Item # 1 is acrylic paint. I use Blickrylic from Dick Blick, which you can Google and then look at all of their products. I like the Blickrylic because it has good coverage*, lovely colors, dries quickly, and has been formulated for use with school children. If it's safe for the kids it's probably safe for their grandmas and grandpas. I generally recommend purchasing a pint of the brown, red, yellow, florescent green, blue and green. I also recommend a half-gallon of the white. We use a lot of white and mix it with red to get pink, with dark blue to get a lovely baby blue... You get the idea. We use a lot of white.

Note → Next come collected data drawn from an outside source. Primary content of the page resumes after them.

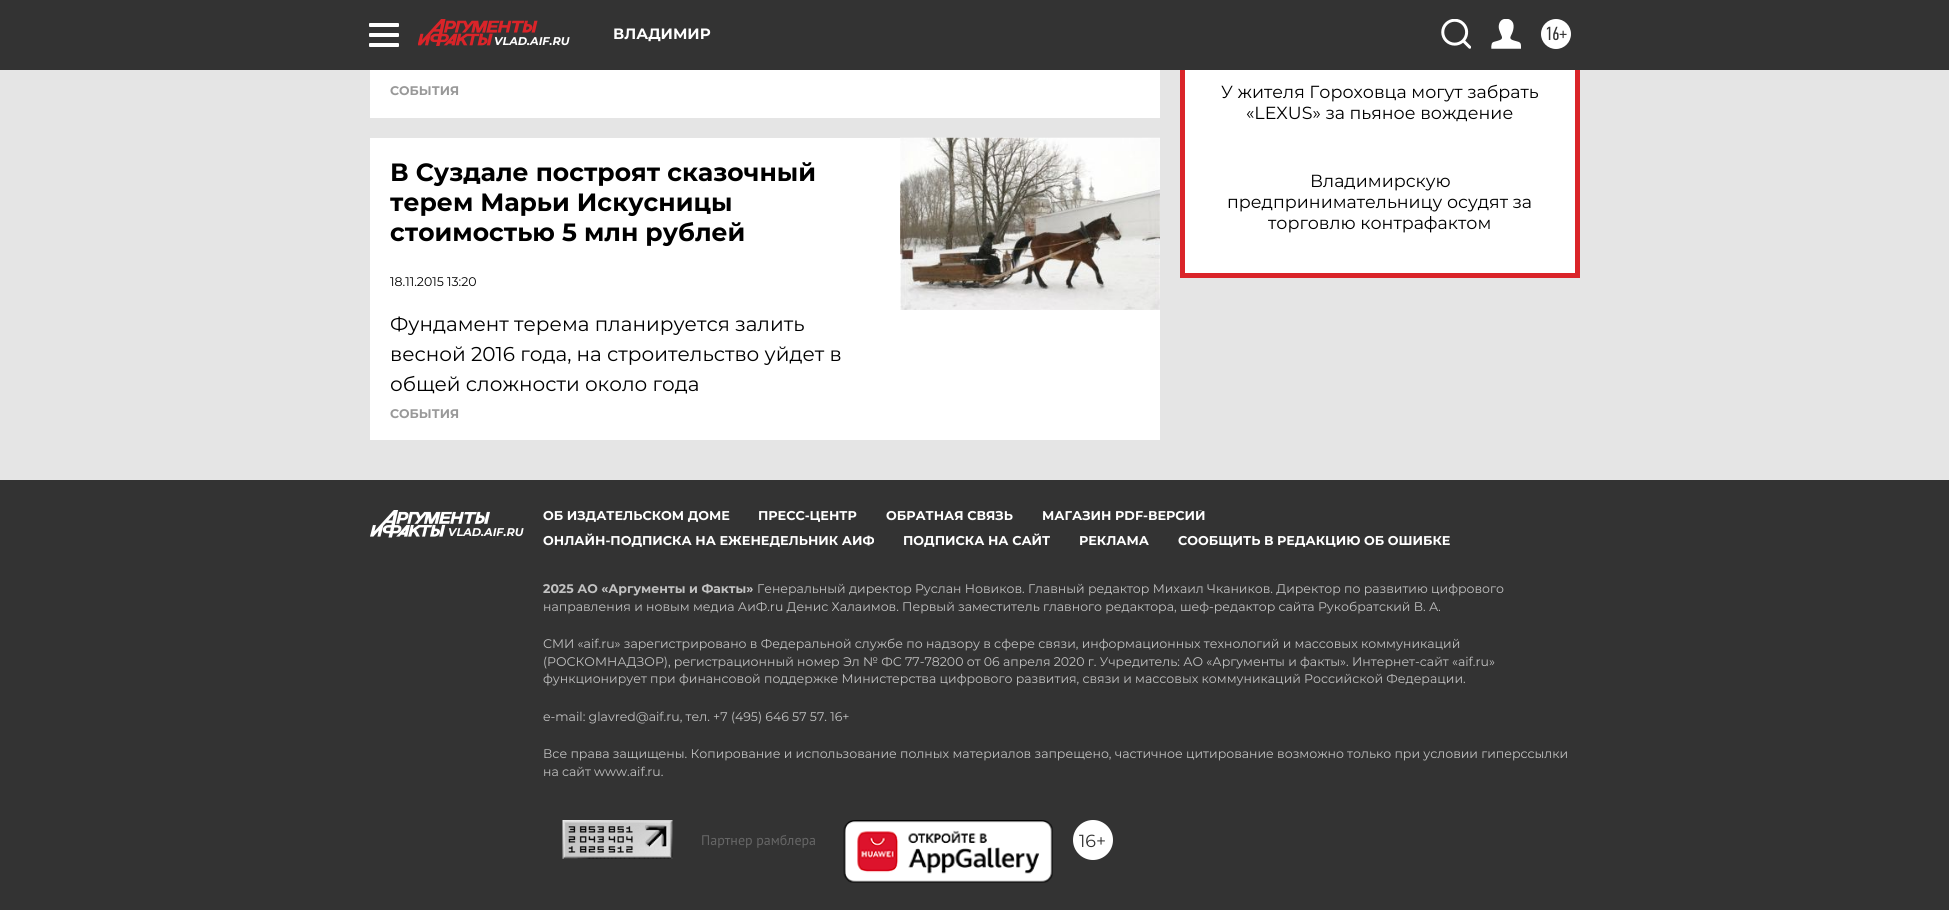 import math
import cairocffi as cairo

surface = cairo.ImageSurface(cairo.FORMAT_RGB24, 1949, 910)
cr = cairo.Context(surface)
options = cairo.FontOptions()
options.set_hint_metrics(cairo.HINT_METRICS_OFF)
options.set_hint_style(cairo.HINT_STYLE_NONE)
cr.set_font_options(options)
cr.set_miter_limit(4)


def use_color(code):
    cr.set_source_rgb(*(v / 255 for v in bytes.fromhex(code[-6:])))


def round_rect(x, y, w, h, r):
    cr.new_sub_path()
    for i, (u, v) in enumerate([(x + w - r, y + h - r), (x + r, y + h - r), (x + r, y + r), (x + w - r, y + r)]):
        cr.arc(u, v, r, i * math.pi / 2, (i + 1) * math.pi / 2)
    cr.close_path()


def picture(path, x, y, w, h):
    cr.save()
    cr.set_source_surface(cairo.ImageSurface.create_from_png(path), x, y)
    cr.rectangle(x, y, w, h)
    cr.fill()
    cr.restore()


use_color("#e5e5e5")
cr.paint()
use_color("#333333")
cr.rectangle(0, 0, 1949, 70)
cr.fill()
use_color("#ffffff")
round_rect(369, 23, 30, 4, 1)
cr.fill()
round_rect(369, 33, 30, 4, 1)
cr.fill()
round_rect(369, 43, 30, 4, 1)
cr.fill()
picture("img1.png", 418, 19, 120, 27)
cr.select_font_face("Montserrat", cairo.FONT_SLANT_ITALIC, cairo.FONT_WEIGHT_BOLD)
cr.set_font_size(11.25)
cr.move_to(494, 45)
cr.show_text("VLAD.AIF.RU")
cr.select_font_face("Montserrat", cairo.FONT_SLANT_NORMAL, cairo.FONT_WEIGHT_BOLD)
cr.set_font_size(15)
cr.move_to(613, 39)
cr.show_text("ВЛАДИМИР")
picture("img2.png", 1441, 19, 30, 30)
picture("img3.png", 1491, 19, 30, 30)
cr.arc(1556, 34, 15, 0, 2 * math.pi)
cr.fill()
cr.select_font_face("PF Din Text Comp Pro")
cr.set_font_size(19)
use_color("#333333")
cr.move_to(1545, 40)
cr.show_text("16+")
use_color("#ffffff")
cr.rectangle(370, 70, 790, 48)
cr.fill()
cr.select_font_face("Montserrat", cairo.FONT_SLANT_NORMAL, cairo.FONT_WEIGHT_BOLD)
cr.set_font_size(12.5)
use_color("#999999")
cr.move_to(390, 95)
cr.show_text("СОБЫТИЯ")
use_color("#ffffff")
cr.rectangle(370, 138, 790, 302)
cr.fill()
cr.set_font_size(25)
use_color("#000000")
cr.move_to(390, 181)
cr.show_text("В Суздале построят сказочный")
cr.move_to(390, 211)
cr.show_text("терем Марьи Искусницы")
cr.move_to(390, 241)
cr.show_text("стоимостью 5 млн рублей")
cr.select_font_face("Montserrat")
cr.set_font_size(12.5)
cr.move_to(390, 286)
cr.show_text("18.11.2015 13:20")
cr.set_font_size(20)
cr.move_to(390, 331)
cr.show_text("Фундамент терема планируется залить")
cr.move_to(390, 361)
cr.show_text("весной 2016 года, на строительство уйдет в")
cr.move_to(390, 391)
cr.show_text("общей сложности около года")
picture("img4.png", 900, 137, 260, 173)
cr.select_font_face("Montserrat", cairo.FONT_SLANT_NORMAL, cairo.FONT_WEIGHT_BOLD)
cr.set_font_size(12.5)
use_color("#999999")
cr.move_to(390, 418)
cr.show_text("СОБЫТИЯ")
use_color("#ffffff")
cr.rectangle(1185, 70, 390, 203)
cr.fill()
use_color("#da2429")
cr.rectangle(1575, 70, 5, 208)
cr.fill()
cr.rectangle(1180, 273, 400, 5)
cr.fill()
cr.rectangle(1180, 70, 5, 208)
cr.fill()
cr.select_font_face("Montserrat")
cr.set_font_size(17.5)
use_color("#000000")
cr.move_to(1221, 98)
cr.show_text("У жителя Гороховца могут забрать")
cr.move_to(1246, 119)
cr.show_text("«LEXUS» за пьяное вождение")
cr.move_to(1310, 187)
cr.show_text("Владимирскую")
cr.move_to(1227, 208)
cr.show_text("предпринимательницу осудят за")
cr.move_to(1268, 229)
cr.show_text("торговлю контрафактом")
use_color("#333333")
cr.rectangle(0, 480, 1949, 430)
cr.fill()
picture("img5.png", 370, 510, 120, 28)
cr.select_font_face("Montserrat", cairo.FONT_SLANT_ITALIC, cairo.FONT_WEIGHT_BOLD)
cr.set_font_size(11.25)
use_color("#ffffff")
cr.move_to(448, 536)
cr.show_text("VLAD.AIF.RU")
cr.select_font_face("Montserrat", cairo.FONT_SLANT_NORMAL, cairo.FONT_WEIGHT_BOLD)
cr.set_font_size(12.75)
cr.move_to(543, 520)
cr.show_text("ОБ ИЗДАТЕЛЬСКОМ ДОМЕ")
cr.move_to(758, 520)
cr.show_text("ПРЕСС-ЦЕНТР")
cr.move_to(886, 520)
cr.show_text("ОБРАТНАЯ СВЯЗЬ")
cr.save()
cr.rectangle(543, 510, 1037, 50)
cr.clip()
cr.move_to(1042, 520)
cr.show_text("МАГАЗИН PDF-ВЕРСИЙ")
cr.restore()
cr.move_to(543, 545)
cr.show_text("ОНЛАЙН-ПОДПИСКА НА ЕЖЕНЕДЕЛЬНИК АИФ")
cr.move_to(903, 545)
cr.show_text("ПОДПИСКА НА САЙТ")
cr.move_to(1079, 545)
cr.show_text("РЕКЛАМА")
cr.move_to(1178, 545)
cr.show_text("СООБЩИТЬ В РЕДАКЦИЮ ОБ ОШИБКЕ")
cr.set_font_size(12.5)
use_color("#c2c2c2")
cr.move_to(543, 593)
cr.show_text("2025 АО «Аргументы и Факты»")
cr.select_font_face("Montserrat")
cr.move_to(757, 593)
cr.show_text("Генеральный директор Руслан Новиков. Главный редактор Михаил Чкаников. Директор по развитию цифрового")
cr.move_to(543, 611)
cr.show_text("направления и новым медиа АиФ.ru Денис Халаимов. Первый заместитель главного редактора, шеф-редактор сайта Рукобратский В. А.")
cr.move_to(543, 648)
cr.show_text("СМИ «aif.ru» зарегистрировано в Федеральной службе по надзору в сфере связи, информационных технологий и массовых коммуникаций")
cr.move_to(543, 666)
cr.show_text("(РОСКОМНАДЗОР), регистрационный номер Эл № ФС 77-78200 от 06 апреля 2020 г. Учредитель: АО «Аргументы и факты». Интернет-сайт «aif.ru»")
cr.move_to(543, 683)
cr.show_text("функционирует при финансовой поддержке Министерства цифрового развития, связи и массовых коммуникаций Российской Федерации.")
cr.move_to(543, 721)
cr.show_text("e-mail: glavred@aif.ru, тел. +7 (495) 646 57 57. 16+")
cr.move_to(543, 758)
cr.show_text("Все права защищены. Копирование и использование полных материалов запрещено, частичное цитирование возможно только при условии гиперссылки")
cr.move_to(543, 776)
cr.show_text("на сайт www.aif.ru.")
picture("img6.png", 562, 820, 111, 39)
cr.select_font_face("PT Sans")
cr.set_font_size(14)
use_color("#666666")
cr.move_to(701, 845)
cr.show_text("Партнер рамблера")
picture("img7.png", 843, 820, 210, 63)
use_color("#ffffff")
cr.arc(1093, 840, 20, 0, 2 * math.pi)
cr.fill()
cr.select_font_face("Montserrat")
cr.set_font_size(17.5)
use_color("#333333")
cr.move_to(1079, 847)
cr.show_text("16+")
surface.write_to_png("result.png")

*A note on the florescent green, which is something you'd eventually find out anyway so I'm just going to confess right up front. The florescent green is a bit translucent and needs a number of coats for really good coverage, but if you add just a bit of white it becomes wonderfully opaque and is one of the favorite colors of our "artists".
One other paint to add to your list for a touch of bling is a bottle of gold metallic paint by Prang, also available from Dick Blick. It looks great over almost any color and gives it a metallic shine. Note: the metallic paint is entirely optional, but like good undergarments, who would want to do without!
For brushes I use the Charles Leanard Brushes that I purchase on the Sam's site. Last price check (Oct 2009) they were 10 for $6.88. They have nice sized handles for easy gripping. We prefer the flat bristles to the round.
When it comes to sticking things together we use two different products. The first is Glue Dots, which is heaven's answer to the glue gun. I am a safety disaster in the kitchen so you can imagine what I can do to my body with hot glue! We purchase the Glue Dots on sheets of twelve. You simply tear off a square and place a circle of sticky wherever you want to add an embellishment. We use them to attach silk flowers or buttons and bows. About half of the residents become quite proficient with the Glue Dots given time and encouragement. For the rest we apply the circle of sticky and say, "Right there. You can put the flower right there. Good job! Now press it in place. Good! It looks wonderful!" Don't forget the praise, encouragement, and conversation. Some days people's lives are just so devoid of these nice human touches. You can make all the difference. Good job!
Back to work. The other adhesive we use isn't manufactured to be an adhesive, but it's wonderful when used as one. It gloss gel, which is actually made so that when an artist wants to express some artistic emotion they mix it in with their paints and can make their paints form peaks and valleys and other emotional type things. (Are you following this? I think I just lost myself!) At any rate, gloss gel is wonderful for adhering paper to paper or for sticking larger objects together with a nice, tight weld. Liquitex makes a great gloss gel and Golden makes the Cadillac of gloss gels. Please note, these are only my opinions, so of course, I think they're accurate.
Finally, get yourself a roll of painter's tape, specifically the 3M 2080. It comes in various widths and can be used to tape over painted objects, which are then painted with a second color so that the object can have strips or squares and look absolutely lovely. It's always a kick when we take off the tape after a resident applies a second color and they see how incredible the object looks with its two-color pattern.
So in a nut shell, my recommended shopping list includes:
Blickrylic Paint - brown, red, yellow, florescent green, blue, green and white
Prang Metallic Paint - gold for sure and maybe silver, which is great over blue
Charles Leonard Brushes
Glue Dots
Gloss Gel
Painter's Tape - 3M2080
Some of the Creative Activities, which will appear on this blog , will use some of these very items! Life just keeps getting better and better!